I’ve gone a few years without a functional cnc router and finally ran into a project that could really use one, so instead of doing the sane thing and rebuilding my MPCNC or building a Lowrider, I made a weird mashup of both that uses stuff I mostly have sitting around.
Behold the CNCrab…CrabNC? Idk but it kinda looks like a crab to me.
I have some 60mm tubes sitting around from an ikea couch that need to live on in something else, those are the main rails. The rest is as many parts as possible borrowed from the MPCNC or Lowriders. I currently only have the Core rough draft but would like to finish the Y axis ends and have it printing by the weekend.
What do you think? Is this a fools errand? And yes, I know some of the fasteners are facing the wrong way in my assembly…
I copied the two round holes in the tube clamps you have on the Primo, I assume they’re to allow some flex there for adjustment, is that correct?
I considered making them two pieces and omitting the connection over the bearing entirely to save some space, is that something you tried with the MPCNC at some point?
@nate , interesting. Why are you using 2 steppers/belts in the axial direction? Seems like the close distance between the two belts would have minimal auto-squaring effect.
This is as far as I’ve gotten with the end plates, pretty much lowrider 3 derivatives but with the rollers mirrored instead of different prints for front and back.
I don’t know, might be easier just to make the LR2 fit the big Tubes. Not seeing an advantage to moving the Z to the moving part. It might be really hard to get the right tension on the primo core Z tubes like that.
I understand the concern and the pitfalls, but I’ve already built a lowrider 2 and just wanted to try something different with what I have laying around.

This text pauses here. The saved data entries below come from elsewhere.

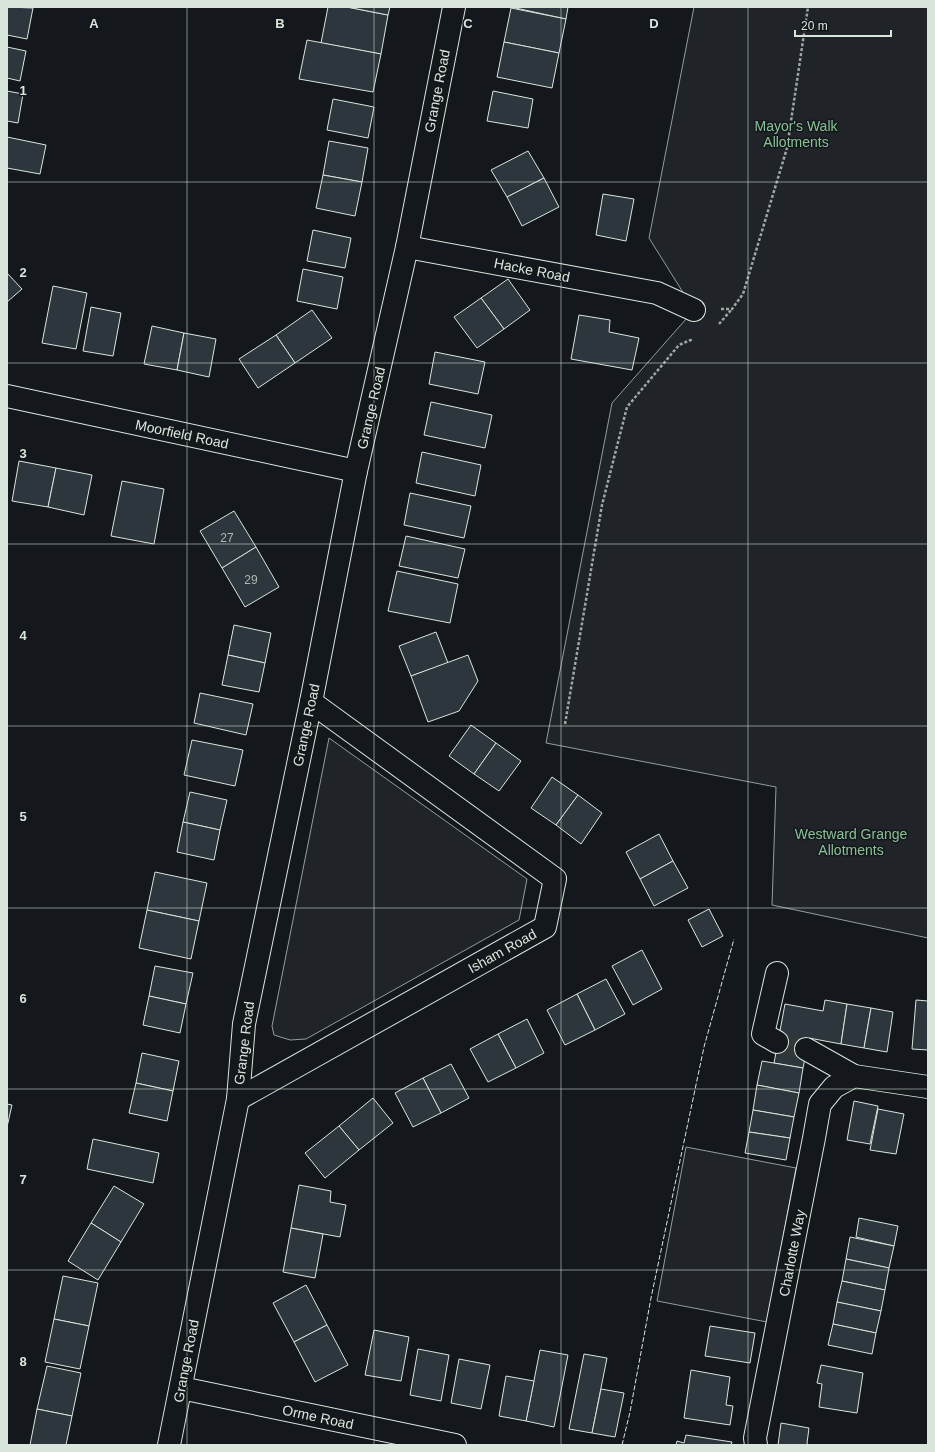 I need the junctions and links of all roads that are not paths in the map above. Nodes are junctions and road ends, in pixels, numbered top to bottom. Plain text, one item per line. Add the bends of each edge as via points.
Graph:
1 (454, 7) edge
2 (406, 246) junction
3 (694, 310) road end
4 (7, 396) edge
5 (356, 471) junction
6 (311, 702) junction
7 (777, 973) dead end
8 (777, 1042) tunnel mouth
9 (806, 1049) tunnel mouth
10 (854, 1076) junction
11 (928, 1087) edge
12 (238, 1099) junction
13 (180, 1388) junction
14 (169, 1445) edge
15 (455, 1445) edge
16 (756, 1445) edge

1 - 2 street, Grange Road
2 - 3 street, Hacke Road via 657,293
2 - 5 street, Grange Road
4 - 5 street, Moorfield Road
5 - 6 street, Grange Road
6 - 12 street, Grange Road via 244,1024
6 - 12 street, Isham Road via 555,878 545,927
7 - 8 street via 763,1034
9 - 10 street
10 - 11 street
10 - 16 street, Charlotte Way via 834,1087 820,1104 755,1438
12 - 13 street, Grange Road
13 - 14 street, Grange Road
13 - 15 street, Orme Road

I have added a lot of bracing and cross support to the core around the z axis clamps in the hopes it mitigates the issue. I’ve also done some internal geometries as well. I’ll throw up a cross section when I get a chance.
Too bad I gave away my stainless steel lowrider years ago
Here’s a cross section showing the areas I hollowed out to promote more perimeters when slicing, I probably could have taken a lot less and enforced higher perimeter count for these layers, its just an idea I’m playing with that’s worked for other stuff before.
Most likely to start with. I guess I could run both off one driver, I know at one point that was being done with the MPCNC but that’s obviously for a ganged axis instead of more torque.
I really just stuck it there because I had the space, symmetry and flexibility later on.